Retirement

Retiring Abroad vs. Retiring in the U.S.: A Cost-by-Cost Breakdown

Comparison of retirement costs between Portugal, Mexico, Ecuador, and the United States with dollar and currency symbols

Quick Answer

Retiring abroad can cut annual spending to $18,000–$30,000 for a single person in countries like Mexico, Portugal, or Ecuador, compared with the U.S. average of $61,432 for households 65+. But you trade Medicare coverage for private insurance, face currency risk, and must still file U.S. tax returns on worldwide income, so the savings come with strings attached.

When my uncle Sam started running the numbers on retiring abroad vs usa, he got stuck on the headline figures: $600 rent in Portugal, $20 doctor visits in Mexico.

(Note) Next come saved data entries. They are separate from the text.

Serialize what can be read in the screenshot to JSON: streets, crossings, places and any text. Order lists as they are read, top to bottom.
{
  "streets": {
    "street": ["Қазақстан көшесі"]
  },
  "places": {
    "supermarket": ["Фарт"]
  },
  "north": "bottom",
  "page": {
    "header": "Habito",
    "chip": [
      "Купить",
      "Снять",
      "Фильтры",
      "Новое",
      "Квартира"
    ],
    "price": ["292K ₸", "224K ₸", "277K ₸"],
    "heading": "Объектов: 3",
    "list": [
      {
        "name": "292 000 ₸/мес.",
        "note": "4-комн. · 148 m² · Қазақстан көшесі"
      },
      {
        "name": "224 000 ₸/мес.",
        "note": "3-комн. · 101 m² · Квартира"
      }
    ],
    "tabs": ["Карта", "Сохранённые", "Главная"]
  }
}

Those numbers don’t mean much until you line them up against what he was actually spending in Florida, and then factor in the costs nobody talks about. The flights back for grandkids’ birthdays. The health insurance policy that replaces Medicare. The months when the dollar weakens and your fixed pension buys 15% less overnight. According to the U.S. Bureau of Labor Statistics, the average household headed by someone 65 or older spent $61,432 in 2024, which works out to about $5,119 a month. That’s the baseline. Anything lower is a potential win, but only if the lifestyle and safety nets hold up.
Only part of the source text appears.